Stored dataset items
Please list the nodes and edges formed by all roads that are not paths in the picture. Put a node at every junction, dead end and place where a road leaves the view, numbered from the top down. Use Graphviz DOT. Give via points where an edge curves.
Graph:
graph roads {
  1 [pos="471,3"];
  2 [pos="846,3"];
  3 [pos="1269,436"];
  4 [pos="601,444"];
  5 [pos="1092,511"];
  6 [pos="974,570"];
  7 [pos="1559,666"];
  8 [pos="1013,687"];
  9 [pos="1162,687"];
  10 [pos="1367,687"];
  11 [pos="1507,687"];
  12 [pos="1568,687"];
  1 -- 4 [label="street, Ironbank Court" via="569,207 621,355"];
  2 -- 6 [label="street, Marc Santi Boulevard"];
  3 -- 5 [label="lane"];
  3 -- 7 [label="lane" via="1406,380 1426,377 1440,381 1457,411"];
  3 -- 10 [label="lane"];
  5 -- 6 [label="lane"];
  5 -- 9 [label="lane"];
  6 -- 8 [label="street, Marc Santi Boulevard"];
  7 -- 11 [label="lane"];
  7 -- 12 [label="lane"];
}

## PROBLEM DESCRIPTION
If a line appears above, it belongs in your answer, printed exactly.

## OUTPUT FOR THIS EXERCISE
Please list the nodes and edges formed by all roads that are not paths in the picture. Put a node at every junction, dead end and place where a road leaves the view, numbered from the top down. Use Graphviz DOT. Give via points where an edge curves.
Graph:
graph roads {
  1 [pos="471,3"];
  2 [pos="846,3"];
  3 [pos="1269,436"];
  4 [pos="601,444"];
  5 [pos="1092,511"];
  6 [pos="974,570"];
  7 [pos="1559,666"];
  8 [pos="1013,687"];
  9 [pos="1162,687"];
  10 [pos="1367,687"];
  11 [pos="1507,687"];
  12 [pos="1568,687"];
  1 -- 4 [label="street, Ironbank Court" via="569,207 621,355"];
  2 -- 6 [label="street, Marc Santi Boulevard"];
  3 -- 5 [label="lane"];
  3 -- 7 [label="lane" via="1406,380 1426,377 1440,381 1457,411"];
  3 -- 10 [label="lane"];
  5 -- 6 [label="lane"];
  5 -- 9 [label="lane"];
  6 -- 8 [label="street, Marc Santi Boulevard"];
  7 -- 11 [label="lane"];
  7 -- 12 [label="lane"];
}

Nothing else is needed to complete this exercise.